*What the exercise asks*.
With both ends included, repeat exactly the lines of the entries below from the one containing "middle tip: (212, 250)" down to the one containing "middle pip: (390, 220)", and no others.

*Extracted records*.
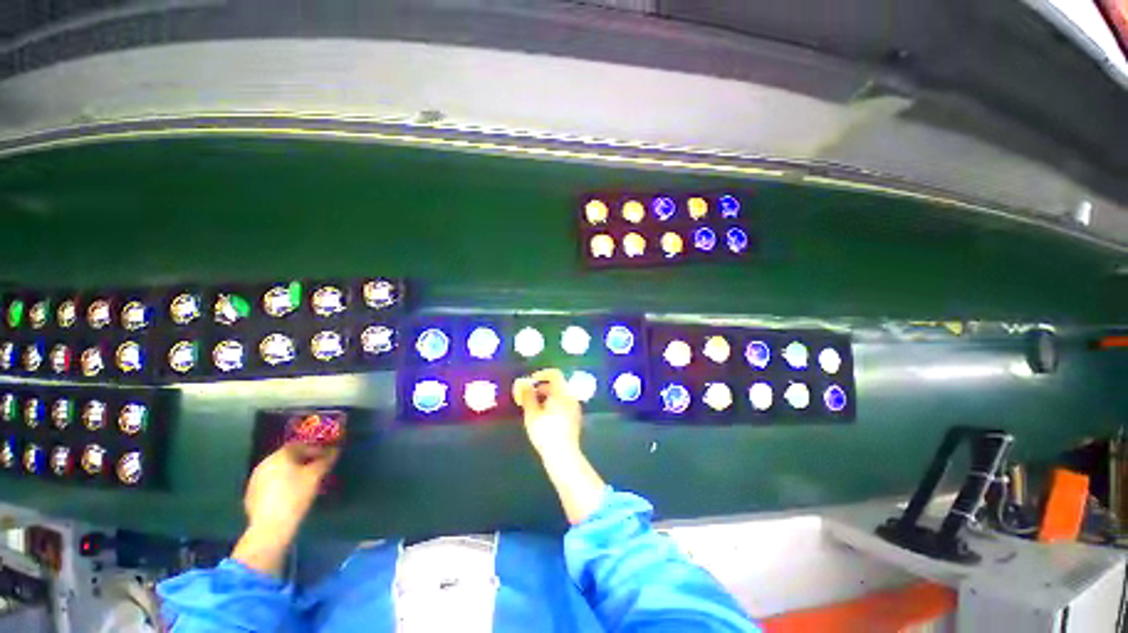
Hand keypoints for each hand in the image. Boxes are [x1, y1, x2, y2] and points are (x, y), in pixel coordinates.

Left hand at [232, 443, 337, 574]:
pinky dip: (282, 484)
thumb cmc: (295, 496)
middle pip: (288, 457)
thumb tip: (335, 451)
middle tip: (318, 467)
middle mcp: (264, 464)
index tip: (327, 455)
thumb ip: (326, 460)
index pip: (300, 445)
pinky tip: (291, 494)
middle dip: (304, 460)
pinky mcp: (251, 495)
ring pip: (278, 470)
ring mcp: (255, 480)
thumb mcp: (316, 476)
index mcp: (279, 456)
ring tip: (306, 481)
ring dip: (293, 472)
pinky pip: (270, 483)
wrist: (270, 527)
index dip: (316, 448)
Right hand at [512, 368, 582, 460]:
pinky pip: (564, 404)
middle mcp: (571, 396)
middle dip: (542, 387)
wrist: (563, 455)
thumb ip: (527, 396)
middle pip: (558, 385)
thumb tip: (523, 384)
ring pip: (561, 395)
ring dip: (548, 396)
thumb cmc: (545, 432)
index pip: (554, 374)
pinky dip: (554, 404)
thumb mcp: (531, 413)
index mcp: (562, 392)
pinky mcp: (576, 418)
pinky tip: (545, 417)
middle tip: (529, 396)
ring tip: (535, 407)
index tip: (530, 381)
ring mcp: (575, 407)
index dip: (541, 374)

...

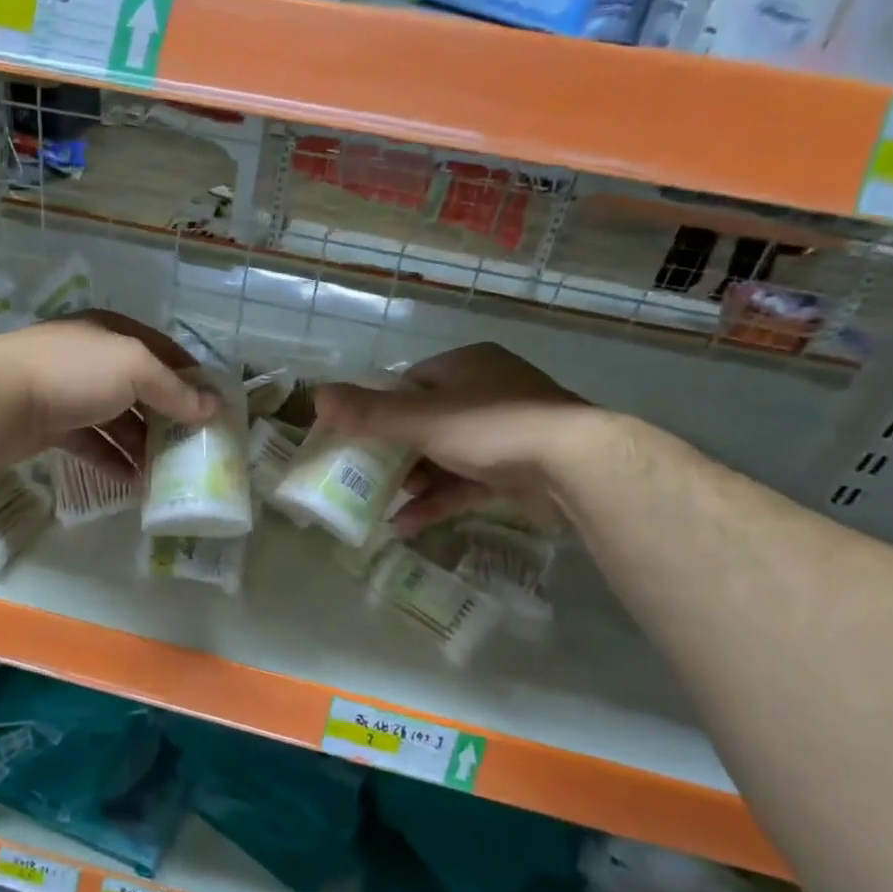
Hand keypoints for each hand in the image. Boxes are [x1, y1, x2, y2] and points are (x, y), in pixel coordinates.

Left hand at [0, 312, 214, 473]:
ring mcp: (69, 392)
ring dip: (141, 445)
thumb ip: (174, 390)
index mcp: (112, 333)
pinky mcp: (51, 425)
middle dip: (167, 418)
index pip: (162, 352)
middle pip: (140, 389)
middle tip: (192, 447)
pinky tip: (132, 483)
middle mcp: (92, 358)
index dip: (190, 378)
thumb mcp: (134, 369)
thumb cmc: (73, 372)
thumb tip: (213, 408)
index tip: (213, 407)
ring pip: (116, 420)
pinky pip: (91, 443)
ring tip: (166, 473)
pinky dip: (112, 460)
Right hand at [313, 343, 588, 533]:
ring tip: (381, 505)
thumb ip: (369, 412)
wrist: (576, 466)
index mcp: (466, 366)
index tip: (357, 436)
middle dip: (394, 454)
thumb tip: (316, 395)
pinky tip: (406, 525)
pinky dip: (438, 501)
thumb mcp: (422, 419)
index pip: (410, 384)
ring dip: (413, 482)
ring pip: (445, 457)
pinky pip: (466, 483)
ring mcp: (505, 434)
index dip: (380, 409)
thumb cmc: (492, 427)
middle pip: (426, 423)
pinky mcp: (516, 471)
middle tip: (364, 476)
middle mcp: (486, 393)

---

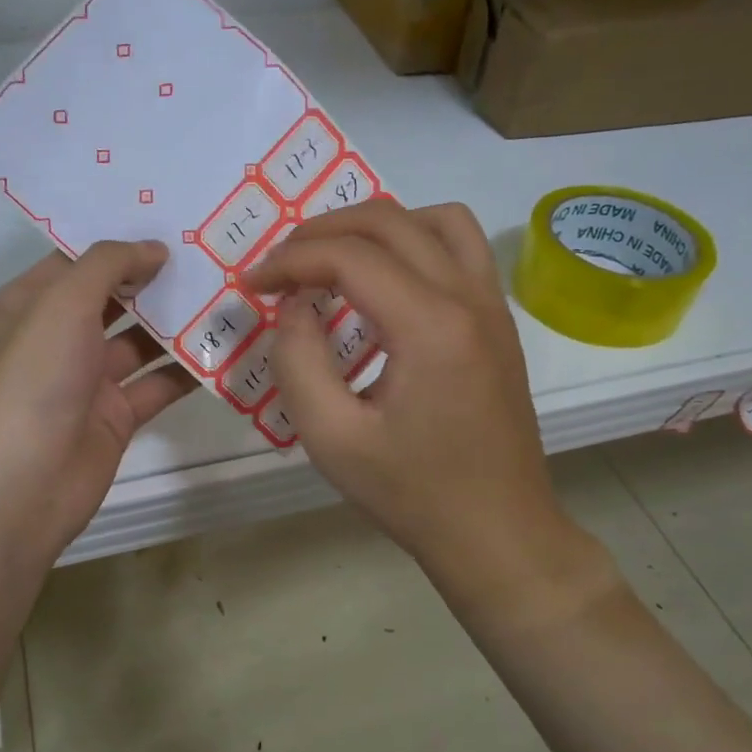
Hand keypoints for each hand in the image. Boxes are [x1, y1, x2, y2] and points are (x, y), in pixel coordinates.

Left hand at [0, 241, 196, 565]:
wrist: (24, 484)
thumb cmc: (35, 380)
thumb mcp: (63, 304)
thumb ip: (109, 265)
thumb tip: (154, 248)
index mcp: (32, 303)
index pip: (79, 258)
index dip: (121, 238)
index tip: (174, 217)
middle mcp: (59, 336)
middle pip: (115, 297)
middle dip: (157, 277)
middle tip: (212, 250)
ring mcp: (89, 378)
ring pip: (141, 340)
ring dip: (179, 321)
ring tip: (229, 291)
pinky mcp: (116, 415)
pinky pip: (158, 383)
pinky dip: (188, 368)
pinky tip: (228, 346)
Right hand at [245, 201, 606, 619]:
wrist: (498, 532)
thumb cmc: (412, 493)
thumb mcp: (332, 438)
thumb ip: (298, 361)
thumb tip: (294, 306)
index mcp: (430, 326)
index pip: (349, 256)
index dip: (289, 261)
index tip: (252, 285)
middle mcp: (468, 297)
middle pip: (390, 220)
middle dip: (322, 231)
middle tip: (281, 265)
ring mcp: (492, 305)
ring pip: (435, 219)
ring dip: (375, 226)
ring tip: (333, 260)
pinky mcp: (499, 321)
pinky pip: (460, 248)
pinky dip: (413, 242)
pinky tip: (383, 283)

*Response to this exercise*.
middle tip: (212, 250)
ring mcp: (89, 378)
ring pip: (141, 340)
ring dip: (179, 321)
ring tip: (229, 291)
pinky mcp: (116, 415)
pinky pip: (158, 383)
pinky dip: (188, 368)
pinky tip: (228, 346)
Right hand at [245, 201, 606, 619]:
wrist: (498, 532)
thumb cmc: (412, 493)
thumb mcp: (332, 438)
thumb ip: (298, 361)
thumb tip: (294, 306)
index mcp: (430, 326)
index pip: (349, 256)
index dip: (289, 261)
index tip: (252, 285)
middle mcp: (468, 297)
middle pip: (390, 220)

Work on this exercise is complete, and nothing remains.